The Biden administration is putting the
forearm-brace/shoulder-stock distinction at the top of its worry list even so.
That’s trivia, mainly, and not the worst thing in the world. But the country
would be much better served if somebody would remind Joe Biden that he is,
incredibly enough, president of these United States of America, and that the
nation’s federal prosecutors all answer to him, which means that he could order
them to begin actually prosecuting straw-buyer cases.
“Straw buyers” are people with clean records who buy
firearms on behalf of people who are legally excluded from doing so themselves
— an important channel for getting guns into the hands of criminals. But
federal prosecutors mostly won’t touch those cases unless they are part of a
sexier organized-crime investigation. Biden could change that — today — if he
wanted to. He could also lean on some of his allies in high-crime, Democrat-run
cities to see to it that local prosecutors vigorously
prosecute straw-buyer cases, which, at the moment, they mostly don’t.
Where Gross and the Biden administration should be
strongly opposed is in their advocacy of “red flag” laws, which would empower
physicians (and possibly other parties) to strip Americans of their civil
rights without due process. Gross writes: “Federal rules governing privacy for
health records could be modified to allow mental health clinicians to identify
those who are a threat to themselves or others, so that they could be
temporarily added to the National Instant Check System.” We already have a process
by which people can be judged mentally incompetent and a danger to themselves
or to others. That process plays out in a court of law under longstanding legal
rules governed by high standards of evidence. The medical profession has a
pretty poor record when it comes to wielding this kind of political power
(eugenics programs, etc.), and American physicians in particular have shown
that they are easily bullied into substituting political judgment for medical
judgment and social crusades for medicine. Of course there are times when the
state of a person’s mental health should prevent his buying a firearm, but the
status of a person’s constitutional rights is a legal question to which the
medical question is subordinate, though by no means irrelevant.
Yes, it would be easier if we didn’t have to respect
people’s constitutional rights. That is why we have constitutional rights
secured by a written constitution — there’s always a
convenient case to be made for suspending civil liberties and due process.

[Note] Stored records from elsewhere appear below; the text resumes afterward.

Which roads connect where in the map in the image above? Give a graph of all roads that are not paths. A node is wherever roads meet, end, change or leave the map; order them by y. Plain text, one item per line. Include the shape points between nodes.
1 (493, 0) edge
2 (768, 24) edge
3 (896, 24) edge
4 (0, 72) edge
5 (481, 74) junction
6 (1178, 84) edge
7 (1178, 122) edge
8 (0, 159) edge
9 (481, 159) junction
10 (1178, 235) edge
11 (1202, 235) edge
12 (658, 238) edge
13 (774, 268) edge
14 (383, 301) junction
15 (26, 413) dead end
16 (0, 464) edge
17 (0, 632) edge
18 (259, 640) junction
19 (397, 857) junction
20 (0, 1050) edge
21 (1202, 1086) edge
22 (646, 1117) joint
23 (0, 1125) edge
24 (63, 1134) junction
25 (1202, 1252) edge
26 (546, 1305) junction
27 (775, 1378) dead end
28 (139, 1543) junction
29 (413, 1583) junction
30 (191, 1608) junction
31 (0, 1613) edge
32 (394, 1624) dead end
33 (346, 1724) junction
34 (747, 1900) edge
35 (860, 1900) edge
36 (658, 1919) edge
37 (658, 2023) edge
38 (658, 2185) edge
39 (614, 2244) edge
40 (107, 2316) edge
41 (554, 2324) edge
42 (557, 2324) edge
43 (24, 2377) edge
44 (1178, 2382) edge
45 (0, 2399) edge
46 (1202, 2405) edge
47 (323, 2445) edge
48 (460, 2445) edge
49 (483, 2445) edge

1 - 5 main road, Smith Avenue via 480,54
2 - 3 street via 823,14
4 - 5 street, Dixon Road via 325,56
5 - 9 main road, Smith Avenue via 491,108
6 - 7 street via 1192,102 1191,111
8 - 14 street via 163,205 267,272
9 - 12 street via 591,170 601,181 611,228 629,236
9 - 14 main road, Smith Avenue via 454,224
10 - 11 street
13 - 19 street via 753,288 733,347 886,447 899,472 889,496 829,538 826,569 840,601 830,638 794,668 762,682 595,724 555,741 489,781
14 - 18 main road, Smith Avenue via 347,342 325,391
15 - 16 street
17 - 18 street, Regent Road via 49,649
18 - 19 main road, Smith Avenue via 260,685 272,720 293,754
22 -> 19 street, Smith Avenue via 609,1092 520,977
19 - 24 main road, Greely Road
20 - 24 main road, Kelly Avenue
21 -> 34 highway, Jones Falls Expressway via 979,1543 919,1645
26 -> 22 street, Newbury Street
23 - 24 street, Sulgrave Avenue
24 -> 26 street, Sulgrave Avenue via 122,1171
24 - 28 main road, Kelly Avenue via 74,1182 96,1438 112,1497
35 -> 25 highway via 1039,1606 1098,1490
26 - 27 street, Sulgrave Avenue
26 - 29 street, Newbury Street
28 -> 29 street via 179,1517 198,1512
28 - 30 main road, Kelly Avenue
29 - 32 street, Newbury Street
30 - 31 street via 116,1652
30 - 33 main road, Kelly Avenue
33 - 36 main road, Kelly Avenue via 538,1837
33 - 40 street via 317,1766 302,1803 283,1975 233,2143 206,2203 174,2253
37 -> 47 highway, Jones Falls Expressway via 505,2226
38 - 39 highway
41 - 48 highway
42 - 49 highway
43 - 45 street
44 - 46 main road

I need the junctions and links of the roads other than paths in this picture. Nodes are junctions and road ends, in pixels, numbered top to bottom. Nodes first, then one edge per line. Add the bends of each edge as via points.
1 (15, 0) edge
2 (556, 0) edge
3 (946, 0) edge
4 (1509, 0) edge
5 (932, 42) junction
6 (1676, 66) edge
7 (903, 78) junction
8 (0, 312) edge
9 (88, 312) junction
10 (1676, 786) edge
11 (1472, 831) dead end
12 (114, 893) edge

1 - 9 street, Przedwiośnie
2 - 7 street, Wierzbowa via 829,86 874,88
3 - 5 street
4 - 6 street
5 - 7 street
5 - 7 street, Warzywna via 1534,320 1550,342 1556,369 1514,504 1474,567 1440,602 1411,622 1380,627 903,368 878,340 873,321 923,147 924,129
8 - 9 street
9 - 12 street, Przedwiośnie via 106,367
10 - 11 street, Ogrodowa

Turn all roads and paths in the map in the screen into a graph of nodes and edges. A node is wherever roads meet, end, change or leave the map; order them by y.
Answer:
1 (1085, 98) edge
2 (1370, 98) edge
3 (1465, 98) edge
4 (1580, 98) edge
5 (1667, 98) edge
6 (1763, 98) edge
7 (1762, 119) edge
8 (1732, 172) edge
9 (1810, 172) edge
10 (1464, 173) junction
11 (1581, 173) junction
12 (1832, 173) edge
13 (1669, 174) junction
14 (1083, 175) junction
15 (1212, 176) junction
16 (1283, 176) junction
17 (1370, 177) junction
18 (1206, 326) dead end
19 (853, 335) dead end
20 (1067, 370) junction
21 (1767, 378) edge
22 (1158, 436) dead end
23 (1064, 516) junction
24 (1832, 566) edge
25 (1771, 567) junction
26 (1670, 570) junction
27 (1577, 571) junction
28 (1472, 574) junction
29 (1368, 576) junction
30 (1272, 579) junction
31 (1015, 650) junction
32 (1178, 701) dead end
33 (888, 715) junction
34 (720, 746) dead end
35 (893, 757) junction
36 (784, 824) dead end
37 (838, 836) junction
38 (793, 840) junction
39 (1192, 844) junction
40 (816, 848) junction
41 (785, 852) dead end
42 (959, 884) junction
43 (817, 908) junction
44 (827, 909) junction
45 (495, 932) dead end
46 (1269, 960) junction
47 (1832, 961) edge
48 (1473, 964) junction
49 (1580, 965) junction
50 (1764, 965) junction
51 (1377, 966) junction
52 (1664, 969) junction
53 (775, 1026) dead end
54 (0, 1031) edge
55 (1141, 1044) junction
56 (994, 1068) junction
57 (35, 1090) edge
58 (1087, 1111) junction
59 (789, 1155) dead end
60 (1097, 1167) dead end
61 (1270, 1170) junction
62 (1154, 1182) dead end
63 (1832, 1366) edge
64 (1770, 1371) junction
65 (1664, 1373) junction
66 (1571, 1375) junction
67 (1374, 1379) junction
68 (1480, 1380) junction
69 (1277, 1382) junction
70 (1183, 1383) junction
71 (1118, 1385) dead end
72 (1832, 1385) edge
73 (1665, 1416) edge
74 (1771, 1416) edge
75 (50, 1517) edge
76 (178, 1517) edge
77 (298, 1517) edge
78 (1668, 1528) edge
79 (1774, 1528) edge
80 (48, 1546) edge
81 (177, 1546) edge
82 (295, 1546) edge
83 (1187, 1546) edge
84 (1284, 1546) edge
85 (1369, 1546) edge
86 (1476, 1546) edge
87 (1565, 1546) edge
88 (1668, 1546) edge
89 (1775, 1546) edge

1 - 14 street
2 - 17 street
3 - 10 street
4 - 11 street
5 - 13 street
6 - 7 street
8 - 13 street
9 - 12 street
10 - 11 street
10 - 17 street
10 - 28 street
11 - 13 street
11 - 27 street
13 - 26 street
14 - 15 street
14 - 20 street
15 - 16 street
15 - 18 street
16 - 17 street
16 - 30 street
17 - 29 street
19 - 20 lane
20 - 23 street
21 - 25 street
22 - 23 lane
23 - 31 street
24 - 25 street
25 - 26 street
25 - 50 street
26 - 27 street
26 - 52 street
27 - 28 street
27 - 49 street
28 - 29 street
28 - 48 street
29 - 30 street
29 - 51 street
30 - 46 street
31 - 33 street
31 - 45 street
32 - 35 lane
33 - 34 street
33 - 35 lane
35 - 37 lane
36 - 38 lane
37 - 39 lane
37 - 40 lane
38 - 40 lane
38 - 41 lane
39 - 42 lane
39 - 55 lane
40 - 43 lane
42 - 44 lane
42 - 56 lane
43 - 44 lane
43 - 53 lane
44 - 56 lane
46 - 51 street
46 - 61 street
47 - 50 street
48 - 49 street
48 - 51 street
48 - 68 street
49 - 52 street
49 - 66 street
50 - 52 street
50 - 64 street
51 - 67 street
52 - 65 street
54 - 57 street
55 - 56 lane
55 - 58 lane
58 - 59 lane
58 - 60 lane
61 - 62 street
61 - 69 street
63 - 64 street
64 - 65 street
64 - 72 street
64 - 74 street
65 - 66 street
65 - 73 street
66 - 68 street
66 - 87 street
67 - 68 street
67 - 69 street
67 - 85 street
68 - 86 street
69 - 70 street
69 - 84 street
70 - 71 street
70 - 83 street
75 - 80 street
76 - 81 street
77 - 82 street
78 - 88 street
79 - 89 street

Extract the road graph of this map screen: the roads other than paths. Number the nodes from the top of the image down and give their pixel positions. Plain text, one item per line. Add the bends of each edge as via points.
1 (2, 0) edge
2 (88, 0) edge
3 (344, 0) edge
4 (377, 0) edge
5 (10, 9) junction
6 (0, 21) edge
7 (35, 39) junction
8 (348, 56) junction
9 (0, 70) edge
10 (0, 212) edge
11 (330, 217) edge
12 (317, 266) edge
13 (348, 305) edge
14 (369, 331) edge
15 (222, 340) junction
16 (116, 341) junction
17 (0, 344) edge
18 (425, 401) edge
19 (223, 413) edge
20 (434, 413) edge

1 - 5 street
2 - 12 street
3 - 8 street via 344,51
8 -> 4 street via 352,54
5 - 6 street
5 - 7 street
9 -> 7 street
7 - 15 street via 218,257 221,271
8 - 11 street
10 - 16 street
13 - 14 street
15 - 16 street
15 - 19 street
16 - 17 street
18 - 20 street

It is encouraging to see some Democrats and
gun-controllers taking halfway-sensible stances, and there is room here for
cooperation and compromise. But where the conversation really needs to get up
to speed is in the fact that advocates such as Gross and policymakers in the
Biden administration remain too particularly focused on what goes on between
federally licensed firearms dealers and the people who do business with them.
Most of the illicit trafficking in firearms in this country isn’t happening at
sporting-goods stores subject to federal oversight — it is happening out of the
trunks of cars in St. Louis and Dallas. Putting heavier regulatory burdens on
licensed dealers is not going to have much effect on that trade, although more
vigorous prosecution of straw buyers could. There isn’t a law we could pass
that would stop black-market dealers — such trafficking is already illegal.
Combating it mainly is a job for police and prosecutors, not for legislators.
Getting better police work is not going to be easy with one in three Democrats supporting “defund the police” projects.
It’s also not going to be easy at a time when the fight over firearms
regulation is yet another proxy battle in the wider culture war, a contest with
only symbolic victories but real casualties.